▶ [Provided records]:

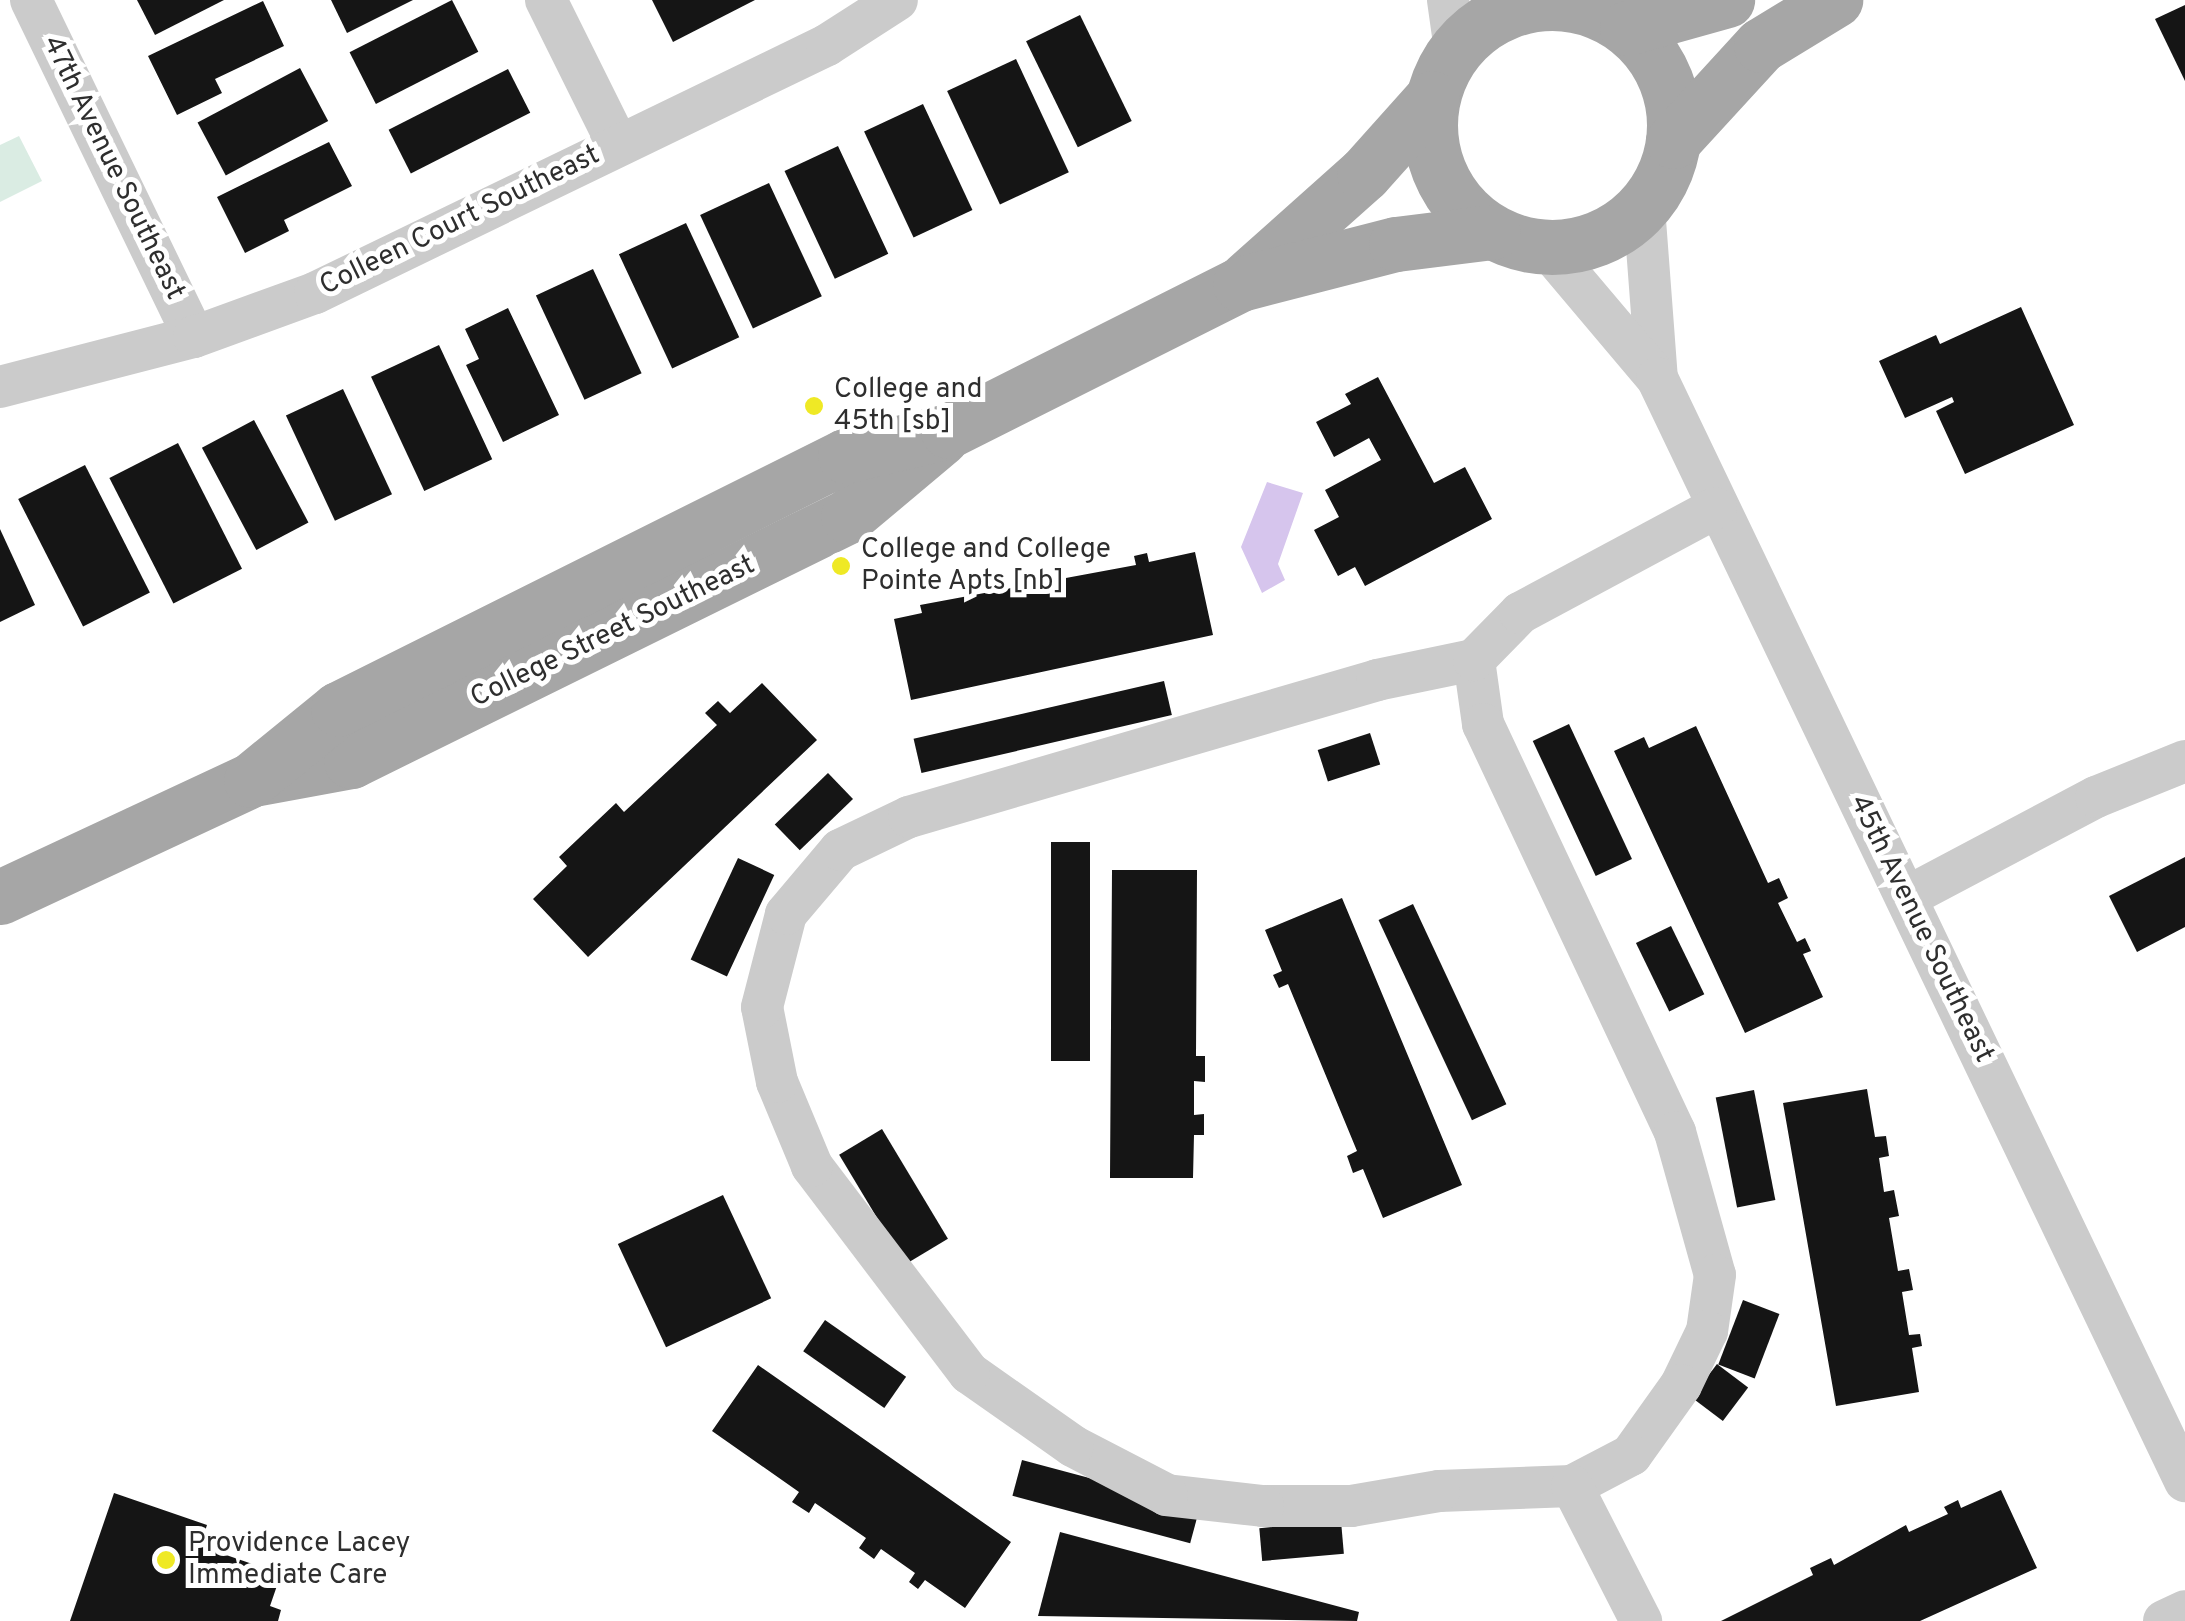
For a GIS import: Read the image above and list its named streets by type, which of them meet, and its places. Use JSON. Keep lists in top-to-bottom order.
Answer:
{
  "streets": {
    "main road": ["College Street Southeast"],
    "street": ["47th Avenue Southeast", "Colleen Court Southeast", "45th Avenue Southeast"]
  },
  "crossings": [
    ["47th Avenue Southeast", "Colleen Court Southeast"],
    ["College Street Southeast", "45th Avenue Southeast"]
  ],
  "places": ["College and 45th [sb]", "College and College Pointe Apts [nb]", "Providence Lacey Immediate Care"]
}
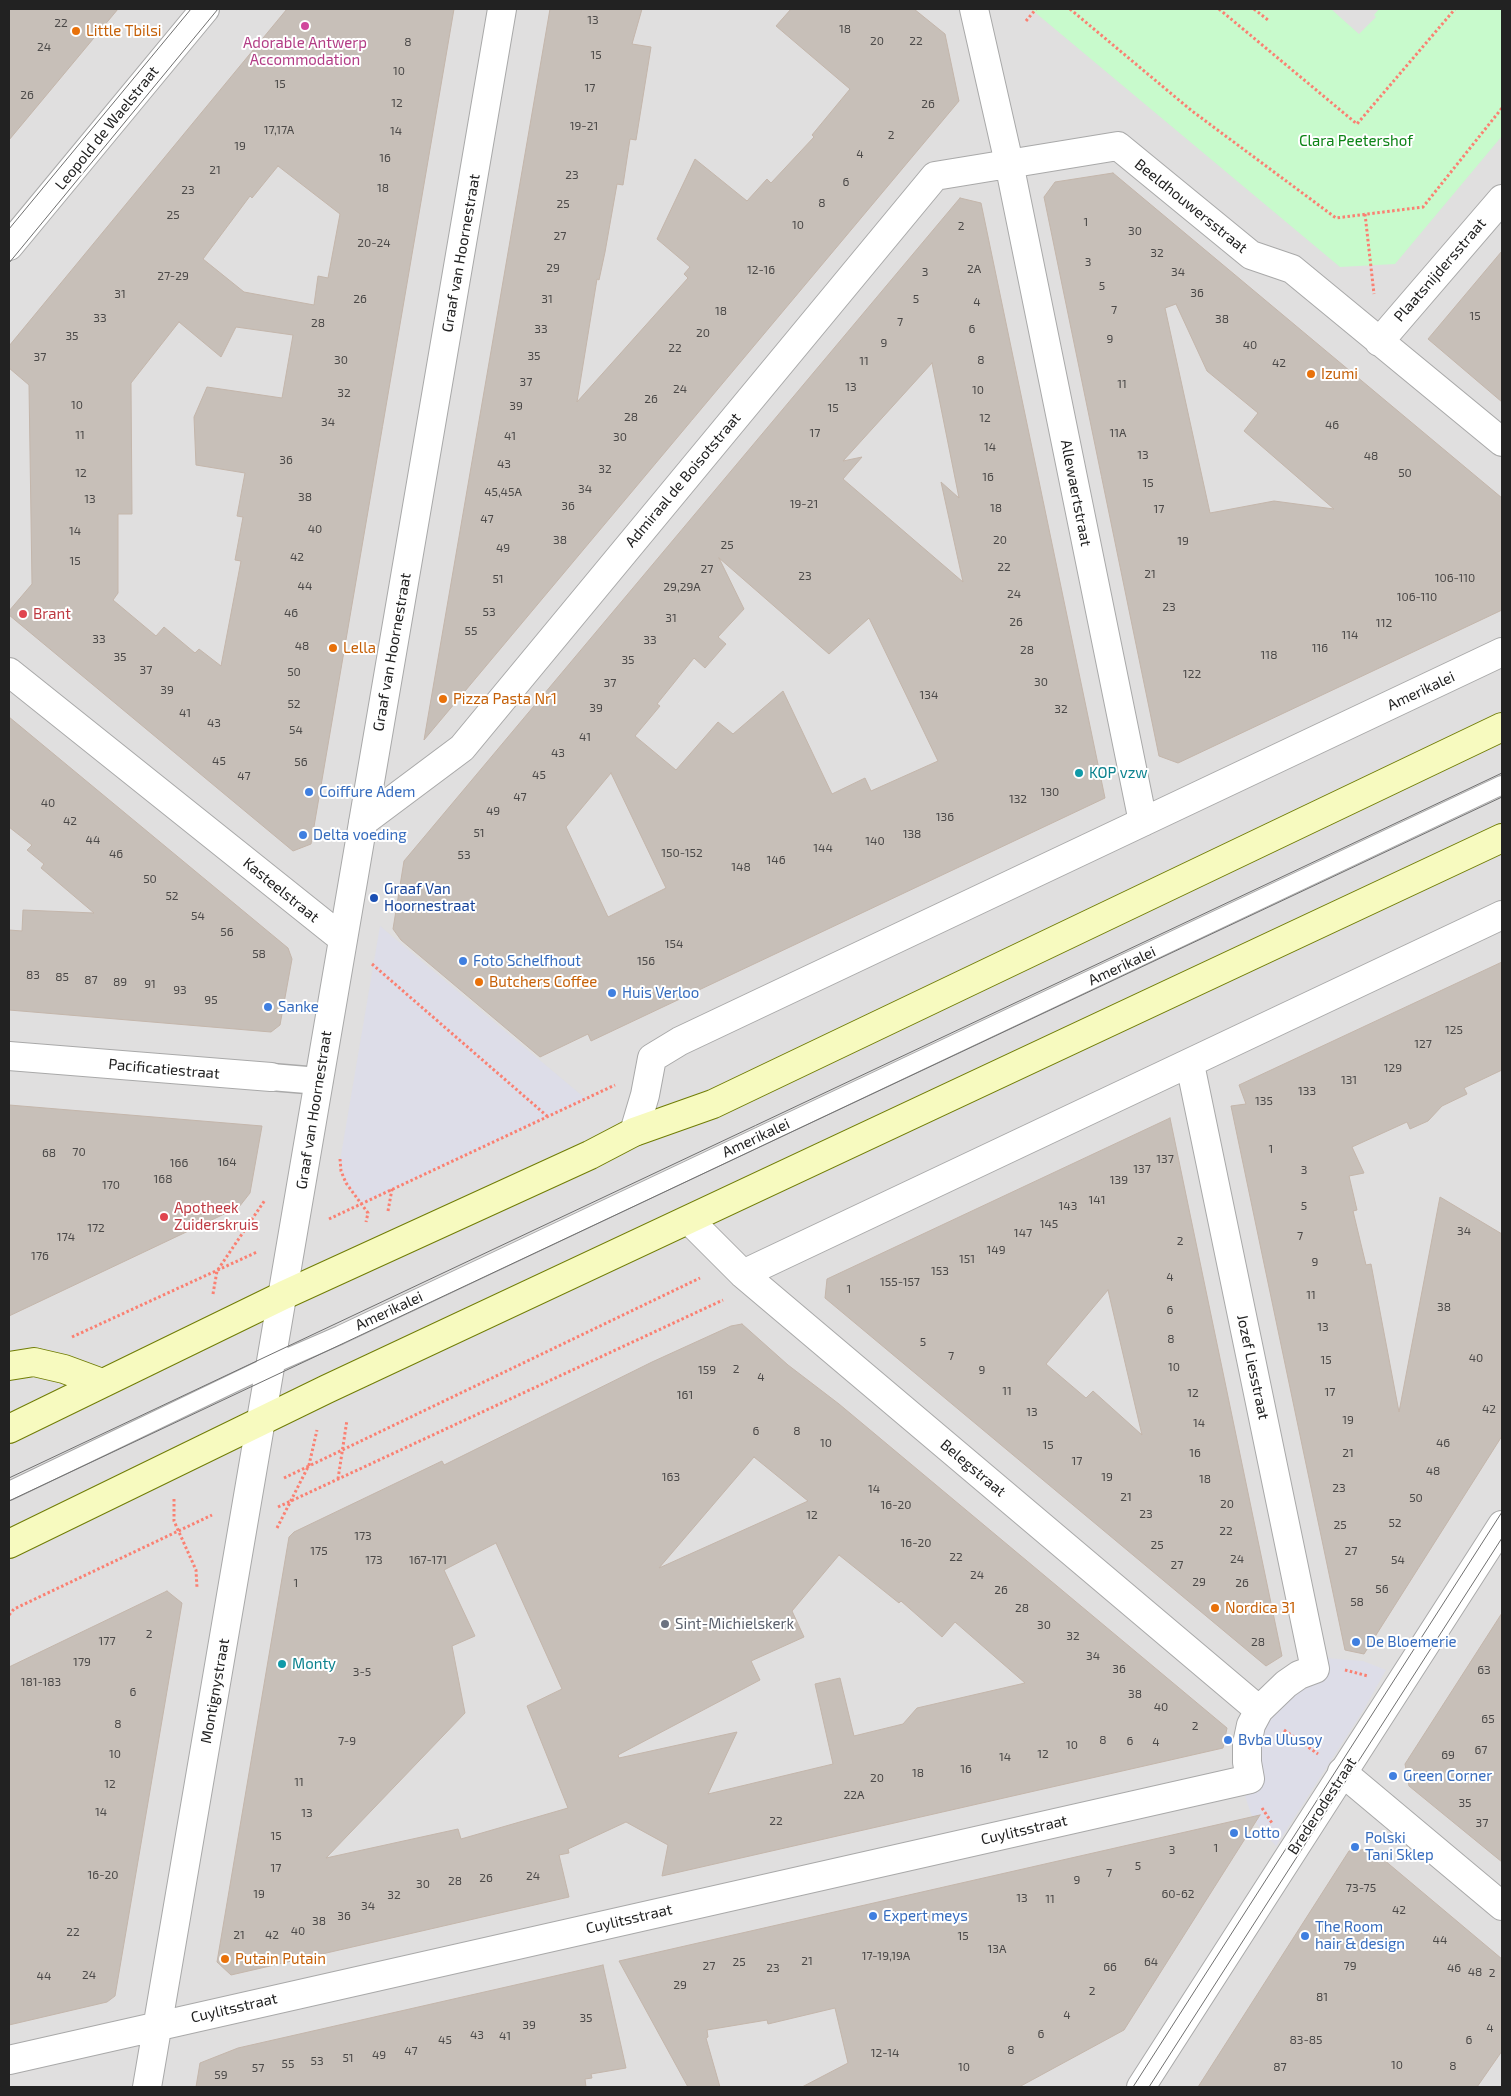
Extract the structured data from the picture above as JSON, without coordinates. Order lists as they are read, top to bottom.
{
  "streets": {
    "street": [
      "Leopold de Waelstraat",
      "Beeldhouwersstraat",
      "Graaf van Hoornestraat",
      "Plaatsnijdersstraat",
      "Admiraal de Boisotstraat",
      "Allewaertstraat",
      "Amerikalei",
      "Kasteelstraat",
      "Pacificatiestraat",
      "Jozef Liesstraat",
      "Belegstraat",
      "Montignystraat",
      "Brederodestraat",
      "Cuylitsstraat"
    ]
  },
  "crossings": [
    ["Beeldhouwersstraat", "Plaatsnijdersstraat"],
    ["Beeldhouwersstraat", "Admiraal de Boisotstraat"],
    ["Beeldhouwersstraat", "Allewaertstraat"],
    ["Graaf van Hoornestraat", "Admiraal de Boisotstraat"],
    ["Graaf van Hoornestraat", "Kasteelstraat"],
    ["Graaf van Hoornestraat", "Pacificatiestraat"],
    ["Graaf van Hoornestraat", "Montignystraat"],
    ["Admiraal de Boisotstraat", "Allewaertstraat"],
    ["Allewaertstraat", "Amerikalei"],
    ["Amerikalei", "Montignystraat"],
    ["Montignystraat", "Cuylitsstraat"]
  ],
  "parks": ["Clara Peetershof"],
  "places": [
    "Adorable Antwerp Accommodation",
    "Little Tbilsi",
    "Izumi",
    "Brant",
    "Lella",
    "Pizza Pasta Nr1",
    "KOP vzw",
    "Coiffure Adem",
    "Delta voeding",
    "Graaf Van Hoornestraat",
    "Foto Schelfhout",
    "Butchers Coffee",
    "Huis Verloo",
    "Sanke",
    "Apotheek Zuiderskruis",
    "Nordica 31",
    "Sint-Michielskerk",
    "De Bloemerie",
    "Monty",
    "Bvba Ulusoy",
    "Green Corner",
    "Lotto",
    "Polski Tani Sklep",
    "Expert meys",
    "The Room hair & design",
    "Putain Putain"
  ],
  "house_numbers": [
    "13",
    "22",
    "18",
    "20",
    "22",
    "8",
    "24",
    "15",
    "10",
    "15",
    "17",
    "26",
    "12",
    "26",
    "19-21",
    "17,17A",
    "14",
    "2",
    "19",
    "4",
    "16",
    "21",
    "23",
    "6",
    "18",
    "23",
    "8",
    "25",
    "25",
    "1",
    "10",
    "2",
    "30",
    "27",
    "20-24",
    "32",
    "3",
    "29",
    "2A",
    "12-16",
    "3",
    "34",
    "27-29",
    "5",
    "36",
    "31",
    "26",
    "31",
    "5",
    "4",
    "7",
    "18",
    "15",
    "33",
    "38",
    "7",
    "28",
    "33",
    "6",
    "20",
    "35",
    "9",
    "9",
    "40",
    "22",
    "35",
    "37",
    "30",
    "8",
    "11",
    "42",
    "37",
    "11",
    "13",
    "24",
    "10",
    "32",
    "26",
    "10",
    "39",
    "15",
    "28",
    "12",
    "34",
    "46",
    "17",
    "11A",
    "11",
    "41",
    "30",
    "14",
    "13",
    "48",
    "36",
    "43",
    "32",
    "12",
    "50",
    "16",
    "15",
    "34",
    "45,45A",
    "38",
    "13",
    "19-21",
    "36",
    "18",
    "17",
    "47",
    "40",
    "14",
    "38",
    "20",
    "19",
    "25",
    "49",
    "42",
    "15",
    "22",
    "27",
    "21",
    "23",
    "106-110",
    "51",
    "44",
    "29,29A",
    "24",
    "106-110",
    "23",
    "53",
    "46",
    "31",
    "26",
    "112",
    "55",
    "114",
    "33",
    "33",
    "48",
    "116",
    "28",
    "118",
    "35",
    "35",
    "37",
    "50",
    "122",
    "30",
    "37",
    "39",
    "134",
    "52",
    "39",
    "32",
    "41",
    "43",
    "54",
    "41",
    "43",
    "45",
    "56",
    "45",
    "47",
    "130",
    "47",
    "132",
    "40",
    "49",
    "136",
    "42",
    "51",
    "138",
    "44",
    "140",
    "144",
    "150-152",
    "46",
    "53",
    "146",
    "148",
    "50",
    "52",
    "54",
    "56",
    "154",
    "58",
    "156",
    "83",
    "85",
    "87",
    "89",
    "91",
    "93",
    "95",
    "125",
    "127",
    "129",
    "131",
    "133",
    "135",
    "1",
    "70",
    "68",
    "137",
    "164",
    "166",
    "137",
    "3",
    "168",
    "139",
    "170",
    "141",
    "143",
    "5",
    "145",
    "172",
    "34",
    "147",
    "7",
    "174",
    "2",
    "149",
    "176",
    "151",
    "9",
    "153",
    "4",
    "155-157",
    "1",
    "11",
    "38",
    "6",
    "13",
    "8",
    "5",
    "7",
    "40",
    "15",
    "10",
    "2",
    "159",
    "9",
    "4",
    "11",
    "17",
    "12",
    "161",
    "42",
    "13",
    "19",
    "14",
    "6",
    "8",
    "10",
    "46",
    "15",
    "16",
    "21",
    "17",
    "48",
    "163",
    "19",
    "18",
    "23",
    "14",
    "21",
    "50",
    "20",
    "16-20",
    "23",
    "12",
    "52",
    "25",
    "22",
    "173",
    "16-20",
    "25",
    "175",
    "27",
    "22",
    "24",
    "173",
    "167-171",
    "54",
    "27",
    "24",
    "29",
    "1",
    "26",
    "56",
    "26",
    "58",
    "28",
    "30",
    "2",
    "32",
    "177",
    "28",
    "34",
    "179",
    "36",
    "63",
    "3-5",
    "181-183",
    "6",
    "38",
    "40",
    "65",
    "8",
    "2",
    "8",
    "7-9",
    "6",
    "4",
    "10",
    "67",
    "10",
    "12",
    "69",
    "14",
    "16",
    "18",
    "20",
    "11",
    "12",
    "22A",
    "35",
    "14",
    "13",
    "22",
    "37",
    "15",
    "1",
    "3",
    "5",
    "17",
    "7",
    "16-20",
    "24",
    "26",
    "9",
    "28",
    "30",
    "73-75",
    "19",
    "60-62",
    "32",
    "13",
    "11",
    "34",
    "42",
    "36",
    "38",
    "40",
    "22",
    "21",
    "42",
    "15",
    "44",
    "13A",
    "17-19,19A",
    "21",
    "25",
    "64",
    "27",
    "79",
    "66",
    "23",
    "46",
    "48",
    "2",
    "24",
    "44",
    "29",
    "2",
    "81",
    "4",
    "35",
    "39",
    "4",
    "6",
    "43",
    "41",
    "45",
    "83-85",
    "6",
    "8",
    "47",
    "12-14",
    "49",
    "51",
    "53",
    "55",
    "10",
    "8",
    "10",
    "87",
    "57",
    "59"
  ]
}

▶ [Task objective]:
Look for the string "Southeast" in the data above and return every line that has it.

▶ [Output for this task]:
    "main road": ["College Street Southeast"],
    "street": ["47th Avenue Southeast", "Colleen Court Southeast", "45th Avenue Southeast"]
    ["47th Avenue Southeast", "Colleen Court Southeast"],
    ["College Street Southeast", "45th Avenue Southeast"]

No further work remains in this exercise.